Loretta Leonard Shaw (19 July 1872 – 29 July 1940) was a Canadian Christian missionary in Japan from 1905 to 1939.

== Early life ==
Loretta Leonard Shaw was born in Saint John, New Brunswick, one of the eight children of Arthur Neville Shaw and Margaret Elizabeth Hilyard Shaw. Her father was a carriage manufacturer. She studied modern languages and graduated from the University of New Brunswick in Fredericton in 1894. She trained as a teacher in Cambridge, Massachusetts.

== Career ==
Shaw taught school in the Boston area for a few years after earning her teaching credentials. In 1904, she was accepted as a missionary by Church Missionary Society of the Church of England in Canada, and became a teacher at the Bishop Poole Girls' School in Osaka, Japan, where she taught from 1905 to 1919, and from 1923 to 1932. She wrote about her work for Canadian church publications, and in a book, Japan in Transition (1922). She was a delegate to the World's Sunday School Convention in Oslo in 1936. She toured in Canada during furlough leaves, speaking on Japan.

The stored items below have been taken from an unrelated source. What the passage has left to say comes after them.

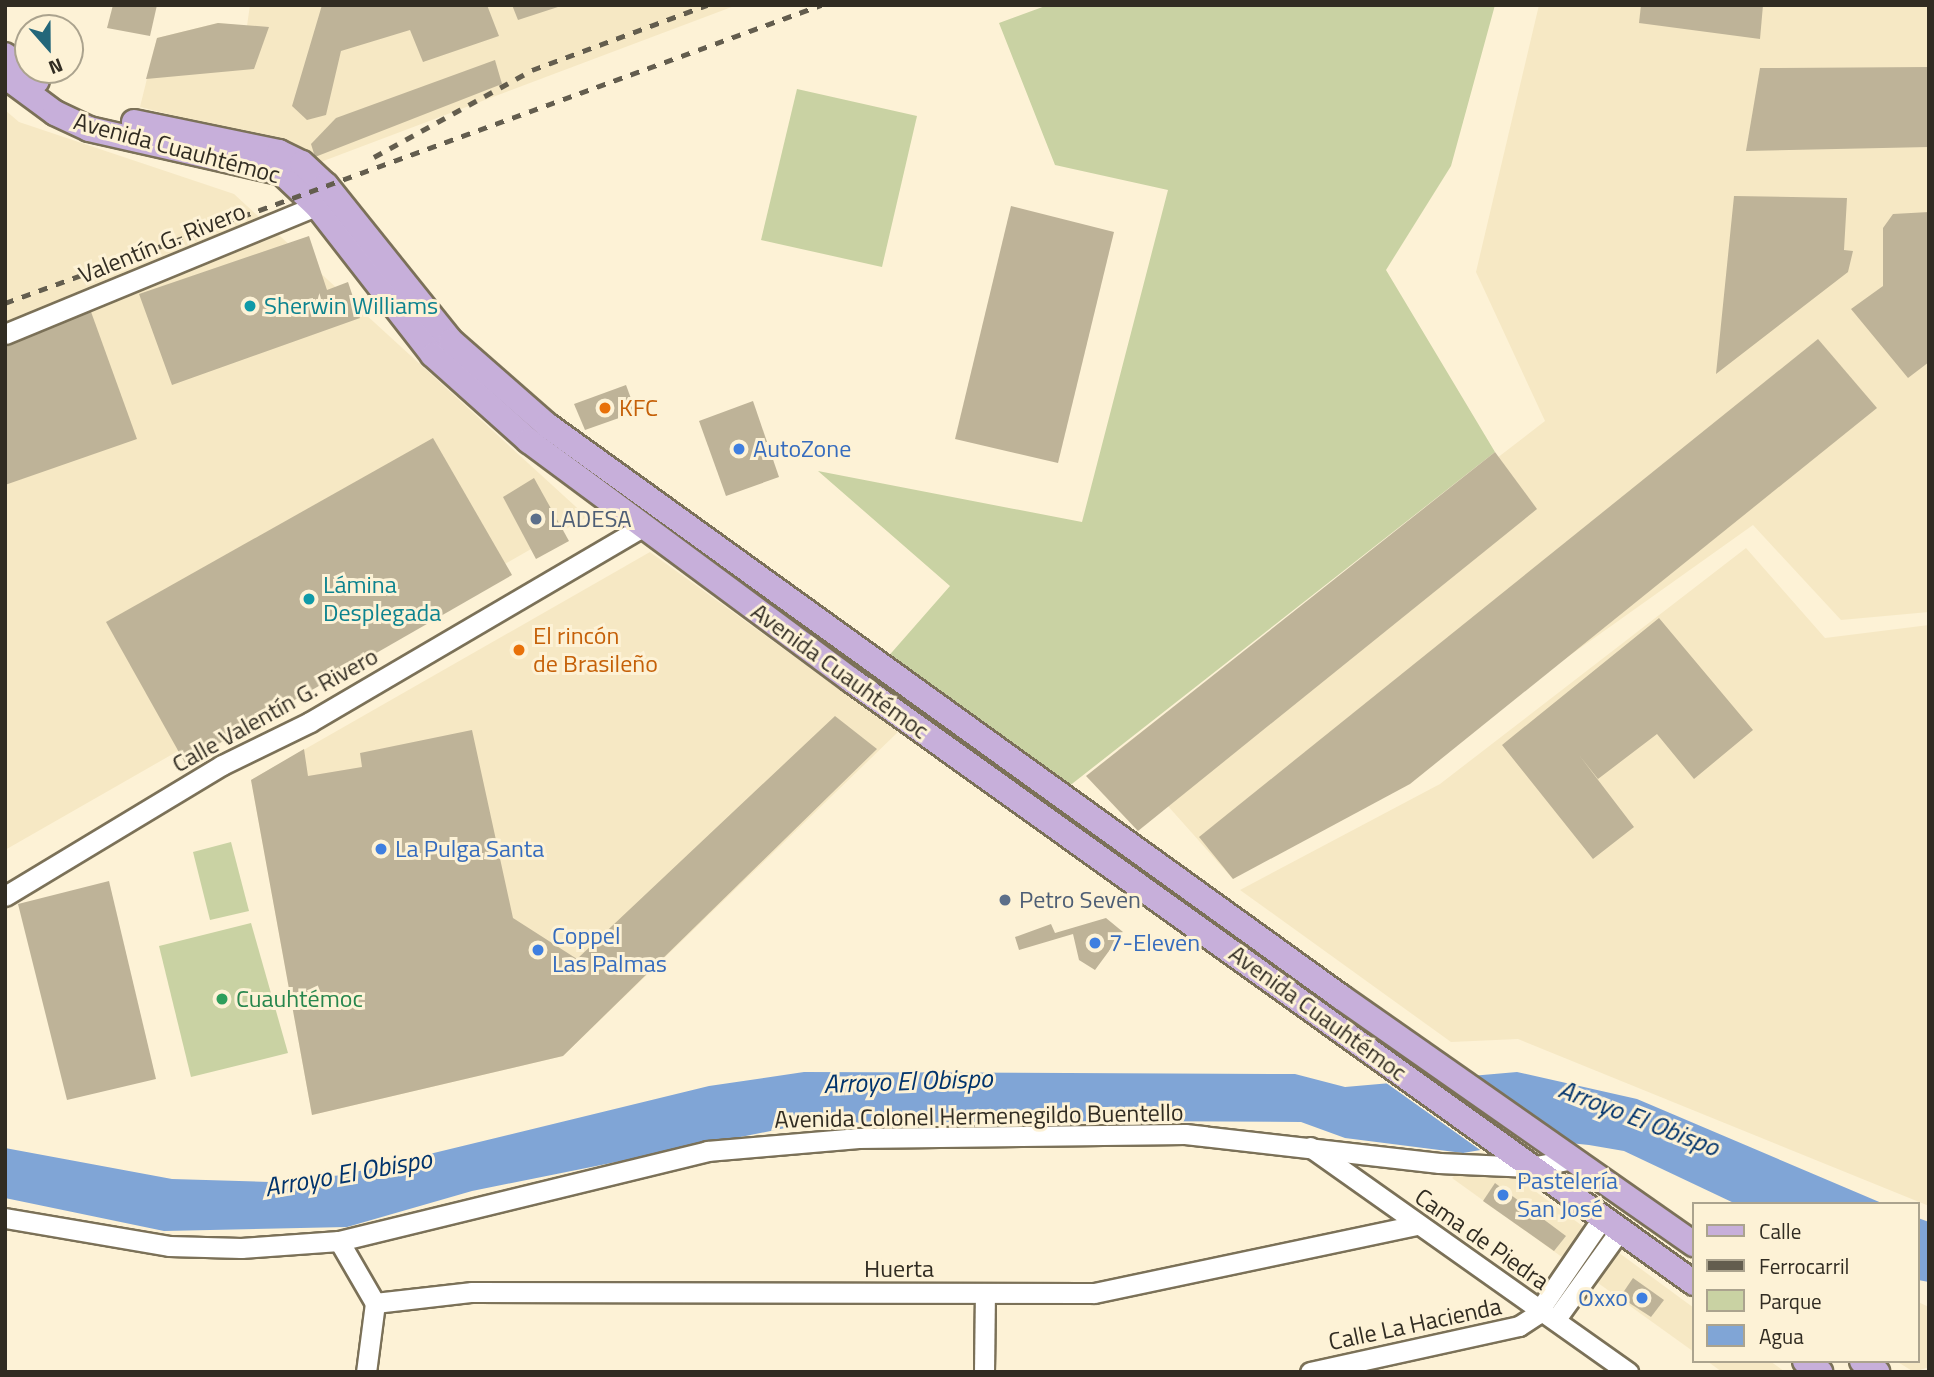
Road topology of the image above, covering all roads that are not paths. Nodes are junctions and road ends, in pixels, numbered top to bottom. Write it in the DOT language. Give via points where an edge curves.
graph roads {
  1 [pos="5,55"];
  2 [pos="5,76"];
  3 [pos="326,202"];
  4 [pos="5,334"];
  5 [pos="442,348"];
  6 [pos="602,465"];
  7 [pos="642,527"];
  8 [pos="713,544"];
  9 [pos="5,896"];
  10 [pos="1565,1154"];
  11 [pos="1334,1159"];
  12 [pos="1524,1162"];
  13 [pos="5,1218"];
  14 [pos="1611,1223"];
  15 [pos="1418,1225"];
  16 [pos="339,1241"];
  17 [pos="1692,1243"];
  18 [pos="1692,1282"];
  19 [pos="985,1294"];
  20 [pos="375,1303"];
  21 [pos="1548,1314"];
  22 [pos="366,1372"];
  23 [pos="984,1372"];
  24 [pos="1310,1372"];
  25 [pos="1628,1372"];
  1 -- 3 [label="main road, Avenida Cuauhtémoc" via="44,87 95,113 279,152 320,177"];
  2 -- 3 [label="main road, Avenida Cuauhtémoc" via="55,113 89,129 282,173"];
  3 -- 4 [label="street, Valentín G. Rivero"];
  3 -- 5 [label="main road, Avenida Cuauhtémoc"];
  5 -- 6 [label="main road, Avenida Cuauhtémoc"];
  5 -- 7 [label="main road, Avenida Cuauhtémoc" via="471,394"];
  6 -- 7 [label="main road" via="639,510"];
  6 -- 8 [label="main road, Avenida Cuauhtémoc"];
  7 -- 8 [label="main road" via="662,525 691,540"];
  7 -- 9 [label="street, Calle Valentín G. Rivero" via="310,722 222,765"];
  7 -- 12 [label="main road, Avenida Cuauhtémoc"];
  8 -- 10 [label="main road, Avenida Cuauhtémoc"];
  10 -- 12 [label="street, Avenida Colonel Hermenegildo Buentello"];
  10 -- 17 [label="main road, Avenida Cuauhtémoc"];
  11 -- 12 [label="street, Avenida Colonel Hermenegildo Buentello"];
  11 -- 15 [label="street, Cama de Piedra"];
  11 -- 16 [label="street, Avenida Colonel Hermenegildo Buentello" via="1310,1147 1185,1134 788,1143 707,1151 412,1227"];
  12 -- 14 [label="main road, Avenida Cuauhtémoc"];
  13 -- 16 [label="street, Avenida Colonel Hermenegildo Buentello" via="169,1246 241,1248"];
  14 -- 18 [label="main road, Avenida Cuauhtémoc"];
  14 -- 21 [label="street, Calle La Hacienda"];
  15 -- 19 [label="street, Huerta" via="1158,1283 1094,1293"];
  15 -- 21 [label="street, Cama de Piedra"];
  16 -- 20 [label="street"];
  19 -- 20 [label="street, Huerta" via="472,1292"];
  19 -- 23 [label="street"];
  20 -- 22 [label="street"];
  21 -- 24 [label="street, Calle La Hacienda" via="1499,1333"];
  21 -- 25 [label="street, Cama de Piedra"];
}
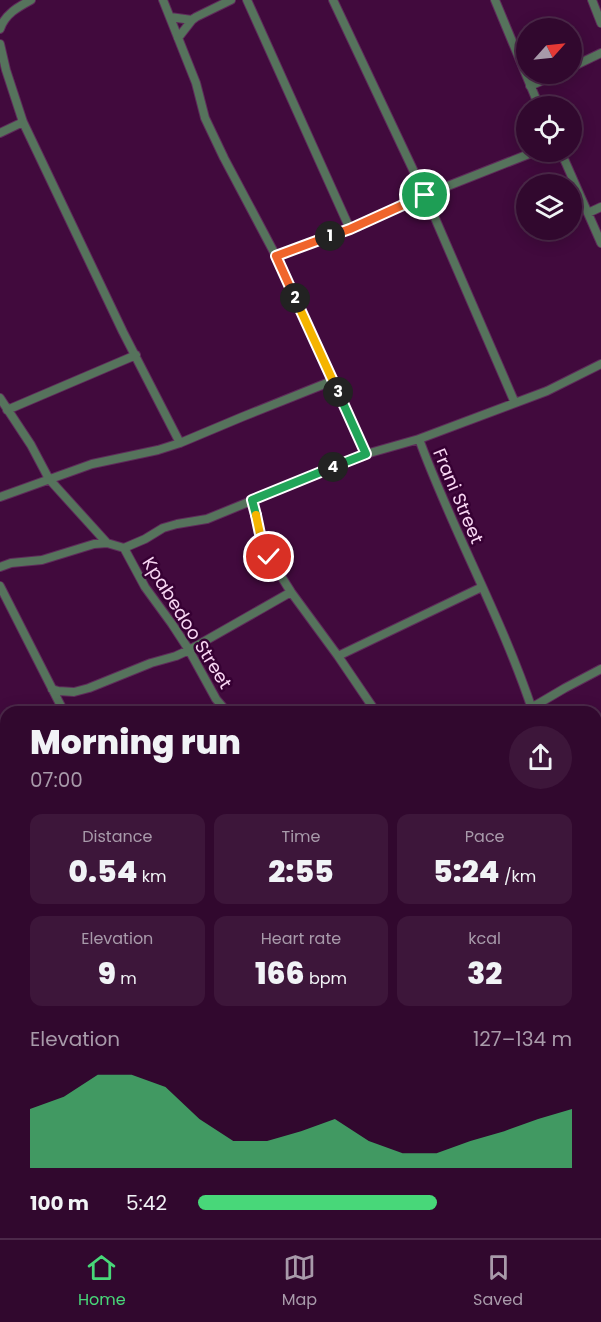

Shaw donated hundreds of Japanese objects, including clothing, coins, dolls, toys, and photographs, for display in Canada, and many are now in the collection of the New Brunswick Museum. In 1932, she left teaching to work at the Christian Literature Society of Japan, overseeing the publication of books for women and children. In that work, she is credited with bringing Anne of Green Gables to the attention of translator Hanako Muraoka, whose translation Akage no An (1952) became a favorite of Japanese readers for generations.

== Personal life ==
Shaw returned to Canada in 1939, and she died from cancer in 1940, at her sister's home in Saint John, ten days after her 68th birthday. "She was always keen to strengthen what was weak, right what was wrong," recalled a colleague in 1941. "She was an ideal friend, faithful, true, and understanding, with strong and deep affection."